![]() |
PING
0.9
Statistical data handling and processing in production environment
|
Divide a given sample, possibly weighted, into a certain number of slices of equal size, with units ranked according to a variable of interest.
Contents:
Algorithm
Nine quantile algorithms are made available, as discussed in Hyndman and Fan's, plus two additional coming also from the literature, namely Filliben’s and Cunnane's publication (see references):
type | description |
|---|---|
| 1 | inverted empirical CDF |
| 2 | inverted empirical CDF with averaging at discontinuities |
| 3 | observation numberer closest to qN (piecewise linear function) |
| 4 | linear interpolation of the empirical CDF |
| 5 | Hazen's model (piecewise linear function) |
| 6 | Weibull quantile |
| 7 | interpolation points divide sample range into n-1 intervals |
| 8 | unbiased median (regardless of the distribution) |
| 9 | approximate unbiased estimate for a normal distribution |
| 10 | Cunnane's definition (approximately unbiased) |
| 11 | Filliben’s estimate |
All sample quantiles are defined as weighted averages of consecutive order statistics. Sample quantiles of type i are defined for 1 <= i <= 10 by:
Q[i](p) = (1 - gamma) * x[j] + gamma * x[j+1]
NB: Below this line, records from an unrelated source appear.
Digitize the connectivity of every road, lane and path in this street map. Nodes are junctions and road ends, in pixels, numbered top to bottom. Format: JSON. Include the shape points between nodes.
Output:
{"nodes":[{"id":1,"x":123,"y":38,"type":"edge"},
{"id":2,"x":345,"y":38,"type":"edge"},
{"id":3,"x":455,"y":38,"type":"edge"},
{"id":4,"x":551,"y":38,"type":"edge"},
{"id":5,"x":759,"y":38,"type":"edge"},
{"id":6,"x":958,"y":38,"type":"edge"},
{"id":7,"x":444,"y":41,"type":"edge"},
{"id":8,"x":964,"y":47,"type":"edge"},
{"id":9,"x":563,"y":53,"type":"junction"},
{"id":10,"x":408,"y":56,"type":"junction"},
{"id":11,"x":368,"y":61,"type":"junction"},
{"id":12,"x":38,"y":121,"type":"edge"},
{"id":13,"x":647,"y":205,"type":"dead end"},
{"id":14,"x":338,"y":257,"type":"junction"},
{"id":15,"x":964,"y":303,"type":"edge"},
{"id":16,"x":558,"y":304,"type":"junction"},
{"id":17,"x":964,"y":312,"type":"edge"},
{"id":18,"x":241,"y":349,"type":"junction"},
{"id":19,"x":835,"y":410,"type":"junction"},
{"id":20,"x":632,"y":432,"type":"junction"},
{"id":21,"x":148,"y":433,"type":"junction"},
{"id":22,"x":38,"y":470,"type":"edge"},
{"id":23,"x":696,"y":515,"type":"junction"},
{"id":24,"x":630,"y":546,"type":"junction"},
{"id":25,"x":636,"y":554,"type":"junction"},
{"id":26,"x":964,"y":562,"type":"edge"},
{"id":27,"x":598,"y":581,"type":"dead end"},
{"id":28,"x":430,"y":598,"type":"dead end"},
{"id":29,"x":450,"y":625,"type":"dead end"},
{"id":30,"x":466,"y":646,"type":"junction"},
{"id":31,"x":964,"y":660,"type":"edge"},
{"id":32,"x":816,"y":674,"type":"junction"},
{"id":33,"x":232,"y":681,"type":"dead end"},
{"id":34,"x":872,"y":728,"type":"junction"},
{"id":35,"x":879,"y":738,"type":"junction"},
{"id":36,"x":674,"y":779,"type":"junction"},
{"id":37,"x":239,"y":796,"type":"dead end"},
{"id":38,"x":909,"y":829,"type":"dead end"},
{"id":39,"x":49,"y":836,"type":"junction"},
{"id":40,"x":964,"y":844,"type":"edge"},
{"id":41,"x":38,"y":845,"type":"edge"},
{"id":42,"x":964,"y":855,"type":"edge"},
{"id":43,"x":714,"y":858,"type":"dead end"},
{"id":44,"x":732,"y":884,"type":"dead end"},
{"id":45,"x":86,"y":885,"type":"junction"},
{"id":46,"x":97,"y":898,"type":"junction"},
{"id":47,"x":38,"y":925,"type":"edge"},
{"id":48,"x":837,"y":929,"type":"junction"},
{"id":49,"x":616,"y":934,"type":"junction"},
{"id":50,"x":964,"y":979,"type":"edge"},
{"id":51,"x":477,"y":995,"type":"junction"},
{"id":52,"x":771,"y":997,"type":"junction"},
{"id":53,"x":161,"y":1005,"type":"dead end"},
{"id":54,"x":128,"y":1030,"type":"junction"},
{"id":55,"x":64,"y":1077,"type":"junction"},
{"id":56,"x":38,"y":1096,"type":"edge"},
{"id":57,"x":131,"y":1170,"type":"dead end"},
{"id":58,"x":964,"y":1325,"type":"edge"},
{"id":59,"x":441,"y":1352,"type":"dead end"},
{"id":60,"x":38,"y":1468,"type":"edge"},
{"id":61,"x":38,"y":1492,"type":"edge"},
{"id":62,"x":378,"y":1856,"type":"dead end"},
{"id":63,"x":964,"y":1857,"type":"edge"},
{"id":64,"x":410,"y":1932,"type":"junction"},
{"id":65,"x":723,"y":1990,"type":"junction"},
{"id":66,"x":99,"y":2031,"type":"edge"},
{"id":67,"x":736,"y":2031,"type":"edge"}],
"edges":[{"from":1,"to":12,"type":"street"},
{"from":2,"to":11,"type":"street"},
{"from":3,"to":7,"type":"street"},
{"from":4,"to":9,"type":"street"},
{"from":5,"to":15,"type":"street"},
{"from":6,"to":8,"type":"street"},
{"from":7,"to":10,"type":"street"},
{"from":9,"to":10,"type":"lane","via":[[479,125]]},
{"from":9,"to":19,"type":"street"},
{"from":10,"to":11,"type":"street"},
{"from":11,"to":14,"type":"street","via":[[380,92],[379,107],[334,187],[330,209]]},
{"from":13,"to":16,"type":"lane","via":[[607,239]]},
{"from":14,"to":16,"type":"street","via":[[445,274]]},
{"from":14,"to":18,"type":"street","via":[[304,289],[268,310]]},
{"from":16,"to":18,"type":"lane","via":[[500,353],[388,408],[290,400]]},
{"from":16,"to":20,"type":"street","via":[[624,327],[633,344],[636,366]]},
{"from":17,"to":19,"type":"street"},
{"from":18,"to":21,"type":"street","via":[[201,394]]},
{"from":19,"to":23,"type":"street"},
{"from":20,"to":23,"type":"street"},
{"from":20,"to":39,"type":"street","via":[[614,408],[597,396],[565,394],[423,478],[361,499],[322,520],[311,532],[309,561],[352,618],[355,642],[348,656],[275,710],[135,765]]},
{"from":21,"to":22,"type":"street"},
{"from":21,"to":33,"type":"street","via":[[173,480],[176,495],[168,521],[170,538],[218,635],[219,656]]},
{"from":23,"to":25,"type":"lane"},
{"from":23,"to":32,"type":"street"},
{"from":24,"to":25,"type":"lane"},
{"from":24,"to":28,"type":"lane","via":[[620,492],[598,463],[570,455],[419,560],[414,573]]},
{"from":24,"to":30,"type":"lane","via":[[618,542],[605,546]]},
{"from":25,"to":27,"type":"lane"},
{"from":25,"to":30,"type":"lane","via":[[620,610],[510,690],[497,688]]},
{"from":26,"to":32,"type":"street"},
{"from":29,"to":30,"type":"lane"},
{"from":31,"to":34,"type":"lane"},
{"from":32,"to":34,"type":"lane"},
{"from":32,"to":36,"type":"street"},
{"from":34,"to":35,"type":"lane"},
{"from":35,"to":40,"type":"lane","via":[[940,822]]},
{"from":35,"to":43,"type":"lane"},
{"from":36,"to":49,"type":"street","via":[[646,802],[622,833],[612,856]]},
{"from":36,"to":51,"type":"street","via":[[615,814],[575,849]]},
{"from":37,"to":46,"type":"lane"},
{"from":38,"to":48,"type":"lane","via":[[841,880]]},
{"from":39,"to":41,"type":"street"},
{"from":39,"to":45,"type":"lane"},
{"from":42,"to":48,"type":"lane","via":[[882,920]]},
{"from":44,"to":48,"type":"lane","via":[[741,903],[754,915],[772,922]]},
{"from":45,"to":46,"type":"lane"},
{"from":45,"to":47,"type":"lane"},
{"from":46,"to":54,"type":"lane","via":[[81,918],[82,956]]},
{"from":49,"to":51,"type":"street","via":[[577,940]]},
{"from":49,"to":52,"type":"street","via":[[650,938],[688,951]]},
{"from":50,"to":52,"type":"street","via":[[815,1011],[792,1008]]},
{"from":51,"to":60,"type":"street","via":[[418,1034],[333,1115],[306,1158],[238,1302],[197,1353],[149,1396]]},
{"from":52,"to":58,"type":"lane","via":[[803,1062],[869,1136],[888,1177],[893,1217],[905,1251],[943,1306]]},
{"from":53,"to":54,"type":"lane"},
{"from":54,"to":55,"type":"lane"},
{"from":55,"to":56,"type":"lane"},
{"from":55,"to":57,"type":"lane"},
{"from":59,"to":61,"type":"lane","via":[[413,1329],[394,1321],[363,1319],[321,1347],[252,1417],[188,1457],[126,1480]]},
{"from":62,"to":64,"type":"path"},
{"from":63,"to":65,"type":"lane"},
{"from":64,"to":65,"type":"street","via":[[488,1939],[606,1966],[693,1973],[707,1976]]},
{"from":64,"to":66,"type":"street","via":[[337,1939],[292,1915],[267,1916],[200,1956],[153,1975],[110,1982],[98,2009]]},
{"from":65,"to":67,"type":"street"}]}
where x[j], for (j-m)/N<=p<(j-m+1)/N, is the j-th order statistic, N is the sample size, the value of gamma is a function of:
j = floor(N*p + m) g = N*p + m - j
and m is a constant determined by the sample quantile type.
For types 1, 2 and 3, Q[i](p) is a discontinuous function:
type | p[k] | m | alphap | betap | gamma |
|---|---|---|---|---|---|
| 1 | k/N | 0 | 0 | 1 | 1 if g>0, 0 if g=0 |
| 2 | k/N | 0 | 0 | 1 | 1/2 if g>0, 0 if g=0 |
| 3 | (k+1/2)/N | -.5 | -.5 | -1.5 | 0 if g=0 and j even, 1 otherwise |
For types 4 through 11, Q[i](p) is a continuous function of p, with gamma and m given below. The sample quantiles can be obtained equivalently by linear interpolation between the points (p[k],x[k]) where x[k] is the k-th order statistic:
type | p[k] | m | alphap | betap | gamma |
|---|---|---|---|---|---|
| 4 | k/N | 0 | 0 | 1 | g |
| 5 | (k-1/2)/N | .5 | .5 | .5 | g |
| 6 | k/(N+1) | p | 0 | 0 | g |
| 7 | (k-1)/(N-1) | 1-p | 1 | 1 | g |
| 8 | (k-1/3)/(N+1/3) | (1+p)3 | 1/3 | 1/3 | g |
| 9 | (k-3/8)/(N+1/4) | (2*p+3)/8 | 3/8 | 3/8 | g |
| 10 | (k-.4)/(N+.2) | .2*p+.4 | .4 | .4 | g |
| 11 | (k-.3175)/(N+.365) | .365*p+.3175 | .3175 | .3175 | g |
In the above tables, the (alphap,betap) pair is defined such that:
p[k] = (k - alphap)/(N + 1 - alphap - betap)